Police fired teargas and shots were heard as hundreds of people in eastern DR Congo protested on Thursday at a move to delay upcoming elections in their region, an AFP reporter said.
Demonstrations erupted a day after the Democratic Republic of Congo's national election commission announced that Sunday's nationwide vote would be postponed in several troubled areas until March.
However, the vote will continue to take place in the rest of the country as scheduled, and the next president will be sworn in on January 18, it said.
In the province of North Kivu, the region most affected by the decision, several hundred demonstrators gathered in the administrative district of the city of Beni.
Gunshots were heard over a roughly hour-long period, but it was unclear who was shooting or if there were any casualties.

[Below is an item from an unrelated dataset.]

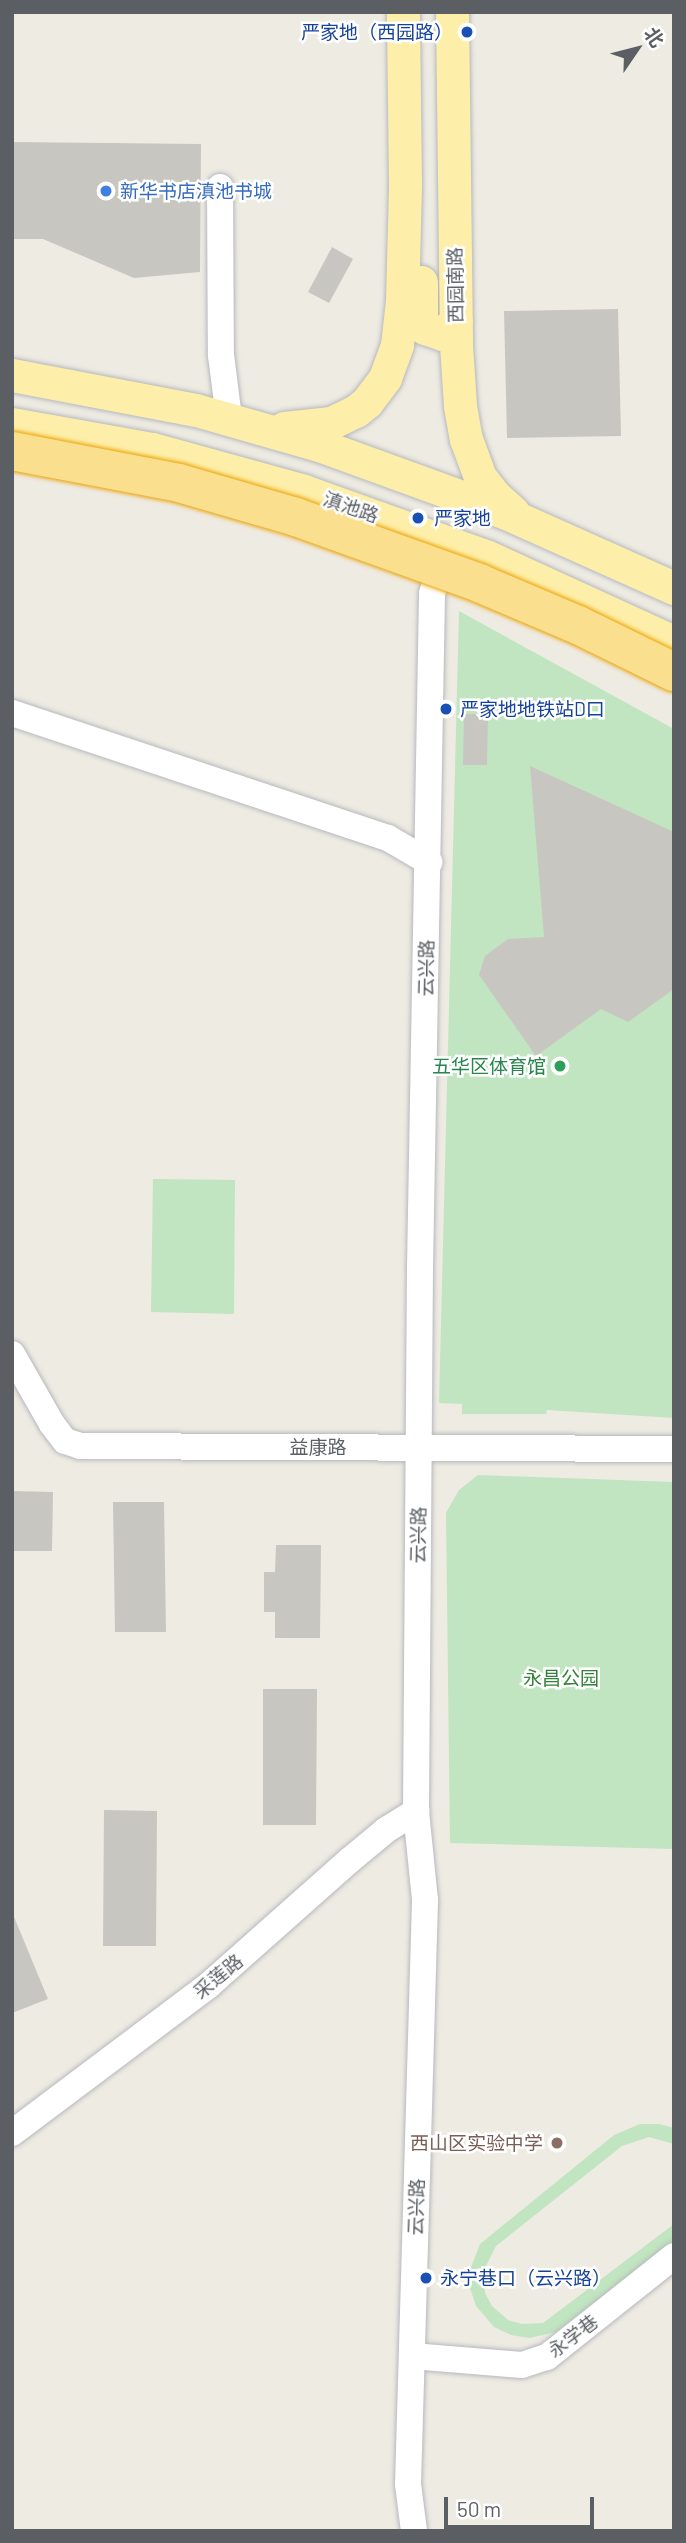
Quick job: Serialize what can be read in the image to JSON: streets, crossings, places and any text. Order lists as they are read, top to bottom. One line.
{"streets":{"main road":["西园南路","滇池路"],"street":["云兴路","益康路","采莲路","永学巷"]},"crossings":[["滇池路","云兴路"],["云兴路","益康路"],["云兴路","采莲路"],["云兴路","永学巷"]],"parks":["永昌公园"],"places":["严家地（西园路）","新华书店滇池书城","严家地","严家地地铁站D口","五华区体育馆","西山区实验中学","永宁巷口（云兴路）"],"scale_bar":"50 m","north":"top right"}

In Goma, the provincial capital, demonstrators set up barricades in the districts of Majengo and Katimbo and at the entrance to the university.
Police fired teargas and made at least half a dozen arrests, said an AFP reporter at the scene.
The election postponement applies to the cities of Beni and Butembo in North Kivu, as well as to the territory of Yumbi in the southwestern province of Mai-Ndombe.
Around three percent of some 40 million registered voters will be affected by the delay.
The announcement by the Independent National Election Commission (Ceni) blamed militia violence and an outbreak of Ebola in North Kivu, and inter-communal clashes in Yumbi.
Sunday's election will be the DRC's first presidential ballot in seven years. Legislative and municipal elections are being held at the same time.
The presidential vote should have been held in 2016 when President Joseph Kabila, in power since 2001, reached a two-term limit set under the constitution.
But he remained in office, invoking a caretaker clause under the constitution.
The elections were twice postponed until a new date was set for December 23 -- and were then delayed by another week. Ceni blamed a warehouse fire that destroyed election equipment.
The problems have fuelled tensions in the DRC, one of Africa's most volatile countries, prompting concern among its neighbours, the UN and western powers.